Are packrat bundles really portable across different platforms?


#1

I have a packrat bundle built on a MacOSX box.
Is this bundle portable across different platforms? Windows, for example.
I am organising a course where each student will use his own machine.
I thought that would be good to use packrat to build and deploy the environment and make sure that it is unique.

In packrat home page I've found that it is portable, but I'd like to know if someone else had any previous experience deploy packrat bundles across different platforms.
I should also mention that I plan to use packages that have native libraries dependencies, like dplyr, for example.


#2

When you say packrat bundle, I will presume you are talking about the result of packrat::bundle().

The important thing to note about this function is that it has a lot of arguments. As a result, what your bundle will look like will depend on your selection of arguments.

To answer your bigger question, though, packrat is definitely a great solution for portability and reproducibility of projects across different operating systems. I have experience using packrat to reproduce the same project on Windows and on Linux.

An important caveat to be aware of, though, packrat manages several different things. It will be profitable to have a good understanding of what these are so that you can understand what is happening.

  • the version of packages you have in your project. This is incredibly necessary and is stored in the packrat/packrat.lock file
  • the options you have selected for packrat's behavior. This is stored in the packrat/packrat.opts file
  • an "auto-executable" in your project. Typically stored in .Rprofile. This automatically initializes packrat when the project is opened
  • the package sources. These are stored on CRAN as well, so no worries if you lose this part of the repository. Typically stored at packrat/src. This is the operating-system agnostic source code for packages.
  • package binaries. These are compiled for each operating system and are stored in sub-directories like packrat/lib.

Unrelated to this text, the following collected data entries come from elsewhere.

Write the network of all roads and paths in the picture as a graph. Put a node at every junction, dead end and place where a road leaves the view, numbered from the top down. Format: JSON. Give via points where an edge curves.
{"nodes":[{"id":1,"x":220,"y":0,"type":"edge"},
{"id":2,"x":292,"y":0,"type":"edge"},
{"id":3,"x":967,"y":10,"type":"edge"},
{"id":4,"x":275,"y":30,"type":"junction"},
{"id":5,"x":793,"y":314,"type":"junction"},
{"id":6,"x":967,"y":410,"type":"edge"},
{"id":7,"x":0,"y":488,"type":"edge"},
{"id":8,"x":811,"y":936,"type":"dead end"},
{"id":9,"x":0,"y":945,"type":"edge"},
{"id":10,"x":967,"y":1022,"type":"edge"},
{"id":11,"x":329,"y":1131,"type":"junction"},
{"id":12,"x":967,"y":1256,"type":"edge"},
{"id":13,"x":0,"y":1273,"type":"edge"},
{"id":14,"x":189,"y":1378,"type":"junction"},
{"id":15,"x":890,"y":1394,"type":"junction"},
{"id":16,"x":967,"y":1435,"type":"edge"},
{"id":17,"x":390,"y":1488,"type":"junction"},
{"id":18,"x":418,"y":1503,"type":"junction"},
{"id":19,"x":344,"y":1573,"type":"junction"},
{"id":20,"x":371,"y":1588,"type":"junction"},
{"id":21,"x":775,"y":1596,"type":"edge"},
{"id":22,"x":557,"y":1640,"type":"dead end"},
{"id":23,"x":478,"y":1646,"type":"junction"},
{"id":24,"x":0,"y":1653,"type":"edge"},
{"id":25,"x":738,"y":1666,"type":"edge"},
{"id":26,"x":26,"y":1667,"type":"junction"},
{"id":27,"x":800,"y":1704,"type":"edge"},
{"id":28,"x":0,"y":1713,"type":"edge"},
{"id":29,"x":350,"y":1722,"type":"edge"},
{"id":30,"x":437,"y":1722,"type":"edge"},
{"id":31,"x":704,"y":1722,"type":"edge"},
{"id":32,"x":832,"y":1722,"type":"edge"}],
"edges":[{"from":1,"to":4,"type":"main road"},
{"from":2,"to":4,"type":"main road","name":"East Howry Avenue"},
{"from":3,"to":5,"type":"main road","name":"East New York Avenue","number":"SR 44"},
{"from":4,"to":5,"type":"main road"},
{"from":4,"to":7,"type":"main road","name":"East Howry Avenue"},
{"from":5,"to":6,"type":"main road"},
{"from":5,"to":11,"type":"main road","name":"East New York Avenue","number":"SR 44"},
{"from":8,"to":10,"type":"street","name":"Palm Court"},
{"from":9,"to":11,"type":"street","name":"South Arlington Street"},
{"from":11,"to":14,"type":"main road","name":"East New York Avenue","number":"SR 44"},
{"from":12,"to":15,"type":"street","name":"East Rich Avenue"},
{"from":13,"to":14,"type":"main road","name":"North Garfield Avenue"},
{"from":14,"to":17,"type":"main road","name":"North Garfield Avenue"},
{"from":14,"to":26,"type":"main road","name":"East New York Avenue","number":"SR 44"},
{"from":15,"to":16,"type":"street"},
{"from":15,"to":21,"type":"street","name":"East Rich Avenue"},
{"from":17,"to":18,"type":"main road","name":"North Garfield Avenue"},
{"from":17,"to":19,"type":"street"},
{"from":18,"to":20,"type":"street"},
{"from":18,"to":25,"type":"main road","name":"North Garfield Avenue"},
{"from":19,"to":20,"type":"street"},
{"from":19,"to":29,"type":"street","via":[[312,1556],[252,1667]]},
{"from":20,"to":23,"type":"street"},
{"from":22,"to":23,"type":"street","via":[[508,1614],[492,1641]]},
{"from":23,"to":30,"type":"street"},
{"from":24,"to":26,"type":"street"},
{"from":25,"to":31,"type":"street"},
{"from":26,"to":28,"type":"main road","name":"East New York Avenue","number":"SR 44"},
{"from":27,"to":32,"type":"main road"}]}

All you really need to make your project reproducible on another operating system is packrat.lock. If you have this file, a student can run packrat::restore() to download package source files from CRAN and then build the packages on her own computer.

However, packrat.opts can be useful, and packrat::bundle() has options for including the other items. Including the sources in your bundle (the default) will save students the time of downloading source files from CRAN when loading up the project. Up until this point, though, all of the options I have mentioned require the student being able to build packages from source. This requires things like a C++ compiler, but I think RStudio includes most of these tools in modern versions.

To avoid building packages from source, the only option you really have in packrat world is packrat::bundle(include.lib=TRUE). To avoid building packages from source, the important caveat here will be that you and the students all have the same operating system. You will build binaries before bundling, and then include the binaries in the bundle. If the student has the same type of operating system, they should be able to open the bundle and use the binaries.

Hopefully that is a helpful overview :slight_smile: I generally prefer to track packrat.lock and packrat.opts in version control (git) and exclude all of the other folders (lib, src, etc.) from version control. That typically gives me what I need to reproduce the project on another computer (even w/ another OS) using packrat::restore(). However, packrat::bundle() is certainly a valid approach! I would recommend testing with a clean computer analogous to a student's (maybe a new AWS VM... it starts w/ a free tier to save $$) so you can get a sense for which workflow is best.

I am curious to hear how it goes, though!


#3

Hi @cole. Thanks a lot.
I came with the use of packrat::bundle() because I don't know the Internet conditions of the class room so I though it was a good idea to bring the bundle in a pendrive and pass to students to install the environment.

But now I believe packrat.lock is exactly what I'm looking for, the suggestion to version control packrat.lock is really awesome.
I will create a repo, pass to the students with the instructions and ask them to have the environment built before the class.
I will also create bundles for different platforms just in case someone else doesn't have it installed.

Thanks a lot.


#4

My pleasure! Glad it was helpful.

That makes a lot of sense - the internet struggle is real. I have heard the idea thrown around of bringing a wifi router into situations like that to create a local network for file transfers / downloads / package installs / etc. That's a lot of architecture with little pay-off, though!


#5

Probably overkill, but another option which would control more than the package versions is to use docker which now has a wrapper in R.


#6

OR you can use docker and packrat together :wink: Helpful if you ever want to rebuild your image with some semblance of similarity. I have to admit that I'm unfamiliar with the R wrapper around docker, though.